02/04/2015 07:00 EST | Updated 04/06/2015 05:59 EDT

Club of 1: B.C. finance minister singles out province for balanced budget

VANCOUVER - British Columbia is preparing to enter an exclusive economic club by bucking a trend of deficit budgets nationwide, says the province's finance minister.

Mike de Jong has echoed the confident refrain of Premier Christy Clark that the books will be balanced when they are revealed on budget day in Victoria on Feb. 17.

"Balancing the budget isn't easy. If it were, we wouldn't be, probably the only province in Canada that will have done it this fiscal year and will do it again next year," he told The Canadian Press.

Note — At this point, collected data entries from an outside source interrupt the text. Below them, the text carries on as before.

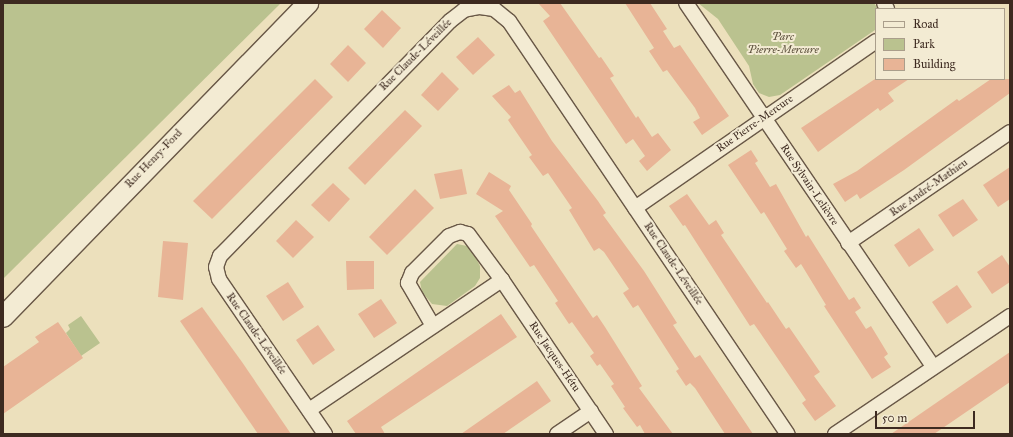 <!DOCTYPE html>
<html>
<head>
<meta charset="utf-8">
<style>
	body { margin:0 }
	#map { position:relative; width:1013px; height:437px; overflow:hidden; background:#ece0bc; font-family:"IM FELL Great Primer",serif }
	div>[style] { position:absolute }
	.green>* { inset:0; background:#bac28f }
	.building>* { inset:0; background:#e8b496 }
	.roads { filter:drop-shadow(1px 0 #695847) drop-shadow(-1px 0 #695847) drop-shadow(0 1px #695847) drop-shadow(0 -1px #695847) }
	.street>* { height:14px; margin:-7px; padding:0 7px; transform-origin:7px; border-radius:7px; background:#f3ebd3 }
	.secondary>* { height:20px; margin:-10px; padding:0 10px; transform-origin:10px; border-radius:10px; background:#f3ebd3 }
	span { translate:-50% -50%; white-space:nowrap; text-align:center; line-height:1.15; -webkit-text-stroke:4px #f3ebd3; paint-order:stroke }
	.park-label { font-size:11px; color:#5c503c; font-style:italic }
	.street-label { font-size:11px; color:#3d2a20 }
	.frame { position:absolute; inset:0; border:4px solid #3d2a20; pointer-events:none }
	.legend { position:absolute; left:875px; top:8px; width:130px; height:72px; box-sizing:border-box; background:#f3ebd3; border:1px solid #aa9e8b; margin:0; padding:5px 7px; list-style:none; font-size:12px; color:#3d2a20 }
	.legend li { display:flex; align-items:center; gap:8px; height:20px }
	.legend b { width:20px; border:1px solid #aa9e8b }
	.scale { position:absolute; left:875px; top:411px; width:100px; height:18px; box-sizing:border-box; border:2px solid #3d2a20; border-top:0; padding-left:5px; font-size:12px; line-height:14px; white-space:nowrap; color:#3d2a20; -webkit-text-stroke:3px #f3ebd3; paint-order:stroke }
</style>
</head>
<body>
<div id="map">
	<div class="green">
		<div style="clip-path:polygon(3px 3px,281px 3px,3px 279px)"></div>
		<div style="clip-path:polygon(698px 3px,874px 3px,878px 9px,875px 30px,780px 95px,769px 97px,759px 93px,753px 84px,749px 66px,718px 19px)"></div>
		<div style="clip-path:polygon(457px 244px,467px 246px,476px 258px,480px 266px,480px 278px,475px 286px,447px 306px,432px 304px,422px 292px,420px 282px)"></div>
		<div style="clip-path:polygon(81px 316px,100px 343px,81px 356px,66px 333px,70px 329px,68px 325px)"></div>
	</div>
	<div class="building">
		<div style="clip-path:polygon(538px 3px,560px 3px,599px 58px,601px 57px,614px 76px,610px 78px,636px 118px,638px 116px,652px 137px,658px 133px,671px 150px,647px 171px,639px 161px,645px 156px,633px 139px,626px 144px,543px 21px,550px 16px)"></div>
		<div style="clip-path:polygon(625px 3px,650px 3px,667px 29px,663px 31px,674px 48px,680px 45px,729px 116px,702px 135px,693px 122px,700px 118px,695px 108px,667px 70px,663px 72px,649px 51px,654px 48px)"></div>
		<div style="clip-path:polygon(382px 10px,401px 28px,383px 48px,364px 29px)"></div>
		<div style="clip-path:polygon(478px 37px,495px 55px,473px 75px,456px 57px)"></div>
		<div style="clip-path:polygon(348px 45px,366px 63px,348px 82px,330px 64px)"></div>
		<div style="clip-path:polygon(442px 72px,459px 89px,438px 111px,421px 95px)"></div>
		<div style="clip-path:polygon(315px 79px,333px 97px,212px 219px,193px 201px)"></div>
		<div style="clip-path:polygon(875px 79px,909px 79px,888px 93px,894px 101px,880px 111px,878px 108px,818px 152px,801px 128px)"></div>
		<div style="clip-path:polygon(991px 79px,1010px 79px,1010px 93px,904px 170px,860px 199px,857px 194px,845px 202px,833px 184px,857px 171px,957px 99px,959px 101px)"></div>
		<div style="clip-path:polygon(509px 85px,515px 93px,520px 90px,552px 141px,598px 201px,606px 213px,603px 215px,644px 271px,677px 323px,673px 325px,695px 358px,700px 355px,753px 434px,725px 434px,695px 388px,690px 383px,686px 386px,676px 371px,679px 369px,638px 305px,633px 308px,623px 293px,629px 289px,604px 252px,599px 248px,594px 251px,569px 210px,572px 208px,548px 173px,543px 176px,529px 157px,532px 155px,508px 120px,511px 117px,492px 96px)"></div>
		<div style="clip-path:polygon(405px 110px,422px 126px,365px 185px,348px 168px)"></div>
		<div style="clip-path:polygon(751px 150px,758px 161px,755px 163px,770px 187px,776px 184px,806px 237px,808px 235px,849px 300px,854px 297px,861px 308px,855px 312px,866px 329px,871px 326px,888px 354px,884px 357px,891px 367px,872px 379px,824px 306px,826px 305px,801px 264px,796px 268px,784px 251px,787px 249px,764px 212px,761px 214px,728px 165px)"></div>
		<div style="clip-path:polygon(1010px 167px,1010px 199px,998px 207px,983px 185px)"></div>
		<div style="clip-path:polygon(462px 169px,467px 194px,440px 199px,434px 174px)"></div>
		<div style="clip-path:polygon(489px 172px,511px 186px,509px 190px,532px 224px,531px 226px,593px 318px,597px 315px,605px 327px,642px 386px,639px 388px,673px 434px,645px 434px,640px 425px,637px 427px,623px 408px,625px 407px,611px 386px,614px 384px,600px 364px,597px 366px,590px 356px,594px 353px,572px 322px,569px 324px,555px 303px,558px 301px,534px 265px,530px 267px,495px 216px,503px 211px,476px 194px)"></div>
		<div style="clip-path:polygon(333px 183px,350px 199px,329px 222px,311px 205px)"></div>
		<div style="clip-path:polygon(415px 189px,434px 208px,387px 255px,369px 237px)"></div>
		<div style="clip-path:polygon(687px 194px,709px 225px,716px 220px,724px 233px,721px 235px,767px 303px,768px 302px,786px 329px,789px 327px,820px 372px,814px 376px,836px 406px,815px 421px,802px 403px,806px 400px,761px 334px,754px 324px,750px 326px,685px 225px,683px 226px,669px 206px)"></div>
		<div style="clip-path:polygon(963px 199px,978px 220px,953px 237px,938px 215px)"></div>
		<div style="clip-path:polygon(296px 220px,314px 237px,293px 258px,276px 241px)"></div>
		<div style="clip-path:polygon(919px 228px,934px 250px,909px 267px,894px 245px)"></div>
		<div style="clip-path:polygon(163px 241px,188px 243px,183px 300px,158px 297px)"></div>
		<div style="clip-path:polygon(1002px 255px,1010px 267px,1010px 282px,992px 294px,977px 272px)"></div>
		<div style="clip-path:polygon(346px 261px,374px 261px,374px 289px,347px 290px)"></div>
		<div style="clip-path:polygon(288px 282px,304px 307px,283px 321px,266px 296px)"></div>
		<div style="clip-path:polygon(957px 285px,972px 307px,947px 324px,932px 302px)"></div>
		<div style="clip-path:polygon(381px 299px,397px 323px,374px 338px,358px 314px)"></div>
		<div style="clip-path:polygon(202px 307px,242px 362px,291px 434px,258px 434px,180px 321px)"></div>
		<div style="clip-path:polygon(501px 314px,517px 337px,381px 427px,385px 434px,356px 434px,347px 421px)"></div>
		<div style="clip-path:polygon(58px 322px,83px 358px,3px 414px,3px 367px,39px 342px,35px 337px)"></div>
		<div style="clip-path:polygon(318px 325px,335px 350px,313px 365px,296px 340px)"></div>
		<div style="clip-path:polygon(1010px 352px,1010px 382px,934px 434px,891px 434px)"></div>
		<div style="clip-path:polygon(537px 381px,551px 401px,503px 434px,461px 434px)"></div>
	</div>
	<div class="roads">
		<div class="street">
			<div style="left:686px;top:3px;width:440px;rotate:55.8deg"></div>
			<div style="left:884px;top:3px;width:7px;rotate:63deg"></div>
			<div style="left:635px;top:208px;width:293px;rotate:-34.7deg"></div>
			<div style="left:848px;top:243px;width:196px;rotate:-34.4deg"></div>
			<div style="left:433px;top:326px;width:50px;rotate:-120.2deg"></div>
			<div style="left:408px;top:283px;width:11px;rotate:-68deg"></div>
			<div style="left:412px;top:273px;width:52px;rotate:-45deg"></div>
			<div style="left:449px;top:236px;width:12px;rotate:-20deg"></div>
			<div style="left:460px;top:232px;width:8px;rotate:14deg"></div>
			<div style="left:468px;top:234px;width:57px;rotate:53.5deg"></div>
			<div style="left:309px;top:410px;width:233px;rotate:-34deg"></div>
			<div style="left:502px;top:280px;width:186px;rotate:56deg"></div>
			<div style="left:325px;top:434px;width:188px;rotate:-124.4deg"></div>
			<div style="left:219px;top:279px;width:12px;rotate:-104deg"></div>
			<div style="left:216px;top:267px;width:12px;rotate:-70deg"></div>
			<div style="left:220px;top:256px;width:329px;rotate:-45.6deg"></div>
			<div style="left:450px;top:21px;width:18px;rotate:-38deg"></div>
			<div style="left:464px;top:10px;width:16px;rotate:-11deg"></div>
			<div style="left:480px;top:7px;width:14px;rotate:8deg"></div>
			<div style="left:494px;top:9px;width:19px;rotate:39deg"></div>
			<div style="left:509px;top:21px;width:498px;rotate:56deg"></div>
			<div style="left:557px;top:434px;width:41px;rotate:-34.1deg"></div>
			<div style="left:835px;top:434px;width:211px;rotate:-34deg"></div>
		</div>
		<div class="secondary">
			<div style="left:3px;top:317px;width:438px;rotate:-45.8deg"></div>
		</div>
	</div>
	<div class="park-label">
		<span style="left:783px;top:44px">Parc<br>Pierre-Mercure</span>
	</div>
	<div class="street-label">
		<span style="left:416px;top:55px;rotate:-45deg">Rue Claude-Léveillée</span>
		<span style="left:755px;top:124px;rotate:-35deg">Rue Pierre-Mercure</span>
		<span style="left:154px;top:159px;rotate:-46deg">Rue Henry-Ford</span>
		<span style="left:809px;top:185px;rotate:56deg">Rue Sylvain-Lelièvre</span>
		<span style="left:929px;top:188px;rotate:-35deg">Rue André-Mathieu</span>
		<span style="left:673px;top:264px;rotate:56deg">Rue Claude-Léveillée</span>
		<span style="left:256px;top:334px;rotate:55deg">Rue Claude-Léveillée</span>
		<span style="left:554px;top:357px;rotate:56deg">Rue Jacques-Hétu</span>
	</div>
	<div class="frame"></div>
	<ul class="legend">
	<li><b style="height:5px;background:#f3ebd3"></b>Road</li>
	<li><b style="height:11px;background:#bac28f"></b>Park</li>
	<li><b style="height:11px;background:#e8b496"></b>Building</li>
	</ul>
	<div class="scale">50 m</div>
</div>
</body>
</html>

"So that is why we are able to buck the trend, and that exclusive club you hear me talk about occasionally around having a balanced budget is probably going to be very exclusive and probably going to be a club of one."

But taxpayers should not be expecting any bonuses either. De Jong said challenging economic times mean the province is in no position to provide huge tax relief, although there's also slim likelihood taxes will be hiked.

Prudent, cautious forecasting, coupled with a diverse economy, has paved the way for the more detailed announcement later this month, he said. In November, de Jong boosted his surplus projection to $444 million from the $184 million forecast one year ago.

B.C. has avoided the vacuum that's sucked coffers dry elsewhere due to a dependency on oil and gas revenues, he said. The federal government has delayed its budget until April over the dramatic downfall of crude pricing.

"Don't make assumptions about what revenues to the government of British Columbia are. We are not anywhere near as dependent upon oil as provinces like Alberta or even Saskatchewan," he said. "It accounts for a very, very small amount of our revenue."

Revenues are "clearly down," he agreed, but said the amounts are manageable. Positive activity in other areas of the economy make up the difference, and the province was cautious making natural gas revenue projections.

"You will hear about some very positive numbers in terms of retail sales and housing starts," he said. "So there are other areas of the economy we can draw from, which is what distinguishes us from some of those other jurisdictions in a positive way."

De Jong also attributes the province's financial health to its discipline around controlling expenditures and success at breaking into Asia-Pacific markets.

In late January, Premier Christy Clark said she expected Saskatchewan to be the only other province to table a balanced budget for the coming year.

B.C.'s 2014 budget was also balanced. A new legislative session kicks off with a throne speech on Feb. 10.